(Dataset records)
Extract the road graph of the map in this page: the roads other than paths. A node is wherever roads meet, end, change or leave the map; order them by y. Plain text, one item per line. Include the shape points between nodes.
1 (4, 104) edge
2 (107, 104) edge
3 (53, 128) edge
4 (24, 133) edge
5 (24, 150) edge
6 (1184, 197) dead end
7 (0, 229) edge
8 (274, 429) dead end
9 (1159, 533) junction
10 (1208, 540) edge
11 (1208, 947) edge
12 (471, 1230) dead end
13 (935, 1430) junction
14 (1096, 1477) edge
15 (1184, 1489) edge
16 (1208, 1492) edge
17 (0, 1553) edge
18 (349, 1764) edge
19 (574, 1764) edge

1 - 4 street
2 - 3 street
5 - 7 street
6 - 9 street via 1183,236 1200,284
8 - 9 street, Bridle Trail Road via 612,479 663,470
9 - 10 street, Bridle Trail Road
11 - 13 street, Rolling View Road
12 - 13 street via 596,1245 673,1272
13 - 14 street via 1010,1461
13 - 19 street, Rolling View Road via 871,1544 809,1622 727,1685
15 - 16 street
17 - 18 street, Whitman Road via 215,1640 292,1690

TASK DETAILS >> Please reproduce all of the records exactly as they stand.

FINAL ANSWER >>
Extract the road graph of the map in this page: the roads other than paths. A node is wherever roads meet, end, change or leave the map; order them by y. Plain text, one item per line. Include the shape points between nodes.
1 (4, 104) edge
2 (107, 104) edge
3 (53, 128) edge
4 (24, 133) edge
5 (24, 150) edge
6 (1184, 197) dead end
7 (0, 229) edge
8 (274, 429) dead end
9 (1159, 533) junction
10 (1208, 540) edge
11 (1208, 947) edge
12 (471, 1230) dead end
13 (935, 1430) junction
14 (1096, 1477) edge
15 (1184, 1489) edge
16 (1208, 1492) edge
17 (0, 1553) edge
18 (349, 1764) edge
19 (574, 1764) edge

1 - 4 street
2 - 3 street
5 - 7 street
6 - 9 street via 1183,236 1200,284
8 - 9 street, Bridle Trail Road via 612,479 663,470
9 - 10 street, Bridle Trail Road
11 - 13 street, Rolling View Road
12 - 13 street via 596,1245 673,1272
13 - 14 street via 1010,1461
13 - 19 street, Rolling View Road via 871,1544 809,1622 727,1685
15 - 16 street
17 - 18 street, Whitman Road via 215,1640 292,1690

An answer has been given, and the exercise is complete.